Food

Arizona lawmakers propose a ban on lab-grown proteins and plant products with meaty names

Dual bills aim to thwart competition for the state's agricultural industry, and particularly its cattle trade.
cultured meat
Good Meat's cultured chicken. | Photo courtesy of Good Meat.

Restaurants in Arizona would be banned from serving lab-grown meat under a bill introduced this week by a contingent of state legislators.

A separate bill would mandate that establishments selling the proteins in effect be banned from calling it beef or chicken. That measure could also change how plant-based meat analogs like veggie burgers would need to be labeled.

The lawmakers contend the legislation will protect residents from unknown potential health threats from proteins cultured in a lab from animal cells. But they acknowledge that they also hope to shield the state’s cattle industry from the emergence of new competition.

They note that a decrease in Arizona’s cattle production would also depress state revenues by undercutting demand for leases to graze animals on state land, a significant source of revenue for schools and other public institutions.

The legislative proposals are intended as more of a long-range pre-emptive strike than a response to imminent market changes. The U.S. Food and Drug Administration granted approval last June for cultivated chicken—protein cultivated in a sterile controlled environment from poultry cells—to be sold in the United States. But suppliers worldwide say they have yet to ramp up production to a level that could meet nearly any demand.

Only a few U.S. restaurants have served cultured chicken to date, and most of them acknowledge that they did it for publicity reasons.

Huber’s Butchery, a noted restaurant and butcher shop in Singapore, was the lone establishment worldwide as of last year to regularly feature cultivated chicken. It offered the protein one night a week and reported that seats for that evening are typically booked quickly.

Until a significant scale is achieved, the production costs will also likely keep the wholesale price of cultivated chicken far above the charges for poultry produced in traditional fashion. Suppliers say the costs are unlikely to equalize for another five or 10 years.

Huber’s, however, charges the same for its cultivated chicken as it does for the traditional version.

Arizona is believed to be the first state to consider a ban on lab-grown meats. Italy outlawed all culture proteins in November, with proponents arguing that the meats run contrary to the nation’s rich culinary culture and reliance on domestic products.

Under one of the two proposals floated in Arizona, HB 2021, lab production of meats would also be banned throughout the state. In addition to facing a $25,000 fine, parties that sell or produce the proteins could be sued by any party that believes it suffered businesswise from the availability of the banned meats.

The measure has six co-sponsors to date.

The other relevant bill, HB 2244, states that anyone who labels food for sale “may not intentionally misbrand or misrepresent a product that is not derived from livestock or poultry as meat.”

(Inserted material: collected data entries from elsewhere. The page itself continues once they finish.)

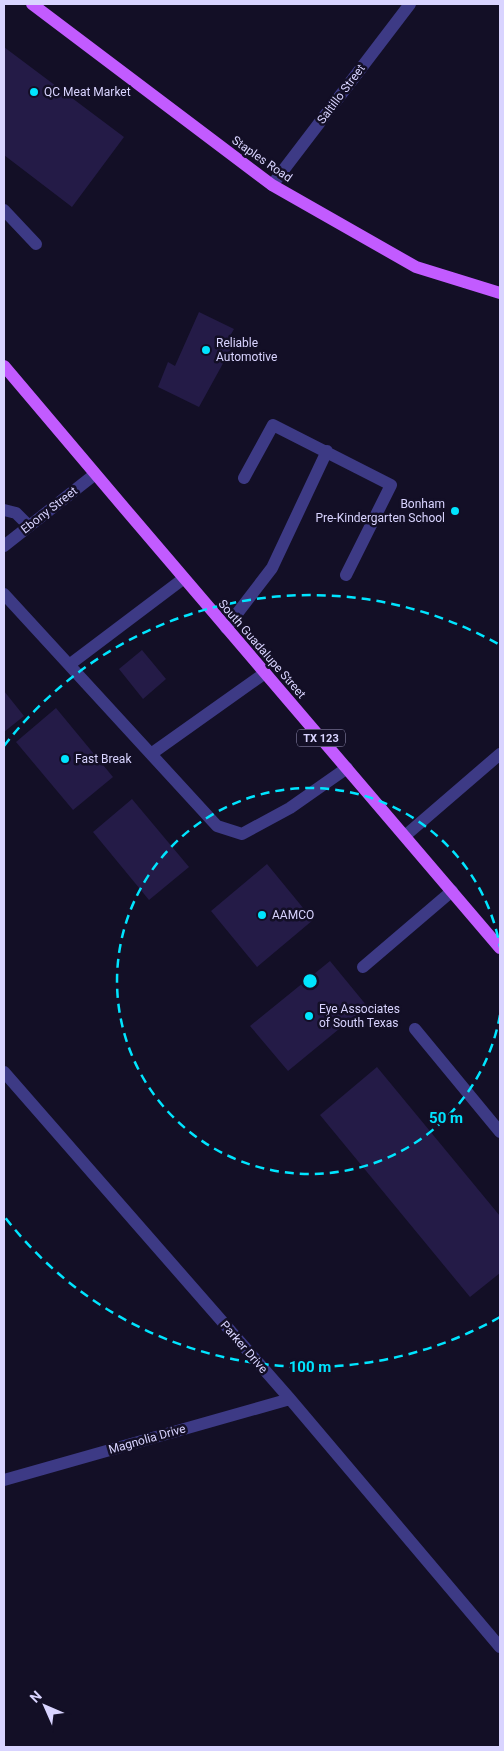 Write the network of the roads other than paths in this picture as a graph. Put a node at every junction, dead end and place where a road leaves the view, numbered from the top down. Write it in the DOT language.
graph roads {
  1 [pos="32,4"];
  2 [pos="410,4"];
  3 [pos="272,185"];
  4 [pos="4,210"];
  5 [pos="36,244"];
  6 [pos="500,293"];
  7 [pos="4,366"];
  8 [pos="327,452"];
  9 [pos="94,475"];
  10 [pos="244,478"];
  11 [pos="4,510"];
  12 [pos="29,526"];
  13 [pos="4,546"];
  14 [pos="346,575"];
  15 [pos="183,578"];
  16 [pos="4,594"];
  17 [pos="226,628"];
  18 [pos="69,665"];
  19 [pos="264,673"];
  20 [pos="152,754"];
  21 [pos="500,754"];
  22 [pos="347,768"];
  23 [pos="406,835"];
  24 [pos="452,892"];
  25 [pos="500,948"];
  26 [pos="363,967"];
  27 [pos="415,1029"];
  28 [pos="4,1072"];
  29 [pos="10,1087"];
  30 [pos="500,1132"];
  31 [pos="290,1399"];
  32 [pos="4,1480"];
  33 [pos="500,1647"];
  1 -- 3 [label="main road, Staples Road"];
  2 -- 3 [label="street, Saltillo Street"];
  3 -- 6 [label="main road, Staples Road"];
  4 -- 5 [label="street"];
  7 -- 9 [label="main road, South Guadalupe Street / TX 123"];
  8 -- 10 [label="street"];
  8 -- 14 [label="street"];
  8 -- 17 [label="street"];
  9 -- 12 [label="street, Ebony Street"];
  9 -- 15 [label="main road, South Guadalupe Street / TX 123"];
  11 -- 12 [label="street"];
  12 -- 13 [label="street, Ebony Street"];
  15 -- 17 [label="main road, South Guadalupe Street / TX 123"];
  15 -- 18 [label="street"];
  16 -- 18 [label="street"];
  17 -- 19 [label="main road, South Guadalupe Street / TX 123"];
  18 -- 20 [label="street"];
  19 -- 20 [label="street"];
  19 -- 22 [label="main road, South Guadalupe Street / TX 123"];
  20 -- 22 [label="street"];
  21 -- 23 [label="street"];
  22 -- 23 [label="main road, South Guadalupe Street / TX 123"];
  23 -- 24 [label="main road, South Guadalupe Street / TX 123"];
  24 -- 25 [label="main road, South Guadalupe Street / TX 123"];
  24 -- 26 [label="street"];
  27 -- 30 [label="street"];
  28 -- 29 [label="street, Parker Drive"];
  29 -- 31 [label="street, Parker Drive"];
  31 -- 32 [label="street, Magnolia Drive"];
  31 -- 33 [label="street, Parker Drive"];
} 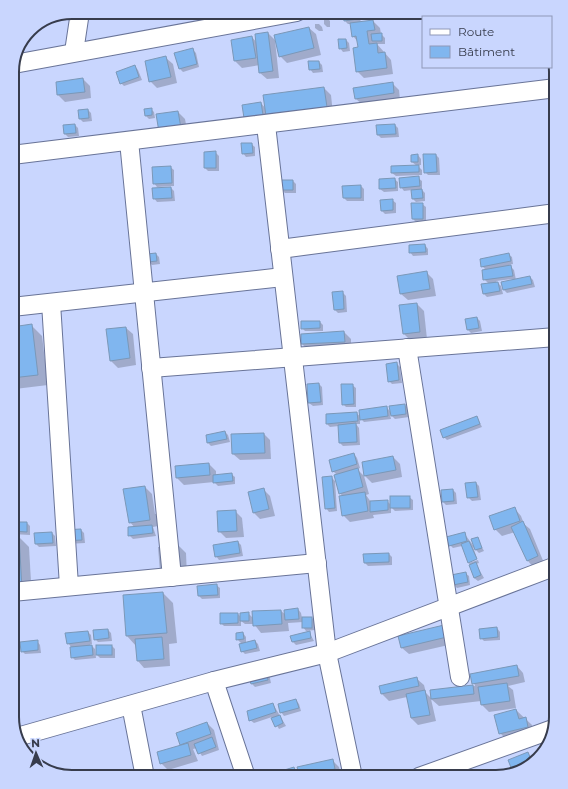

It lists lab-cultured meats as one of those products. But it also prohibits an item from being tagged as meat if it’s “a synthetic product derived from a plant, insect or other source.”

It also bans use of any term “that has been used or defined historically in reference to a specific met food product or poultry product.”

The language suggests that all-vegetable versions of burgers, chicken nuggets or other products that sound as if they consist of meat would also be outlawed.

Violators would be subject to a hearing and face a potential fine of up to $100,000 for every day the analog product is offered.

The bill currently has eight co-sponsors.

Arizona’s House of Representatives consists of 60 lawmakers.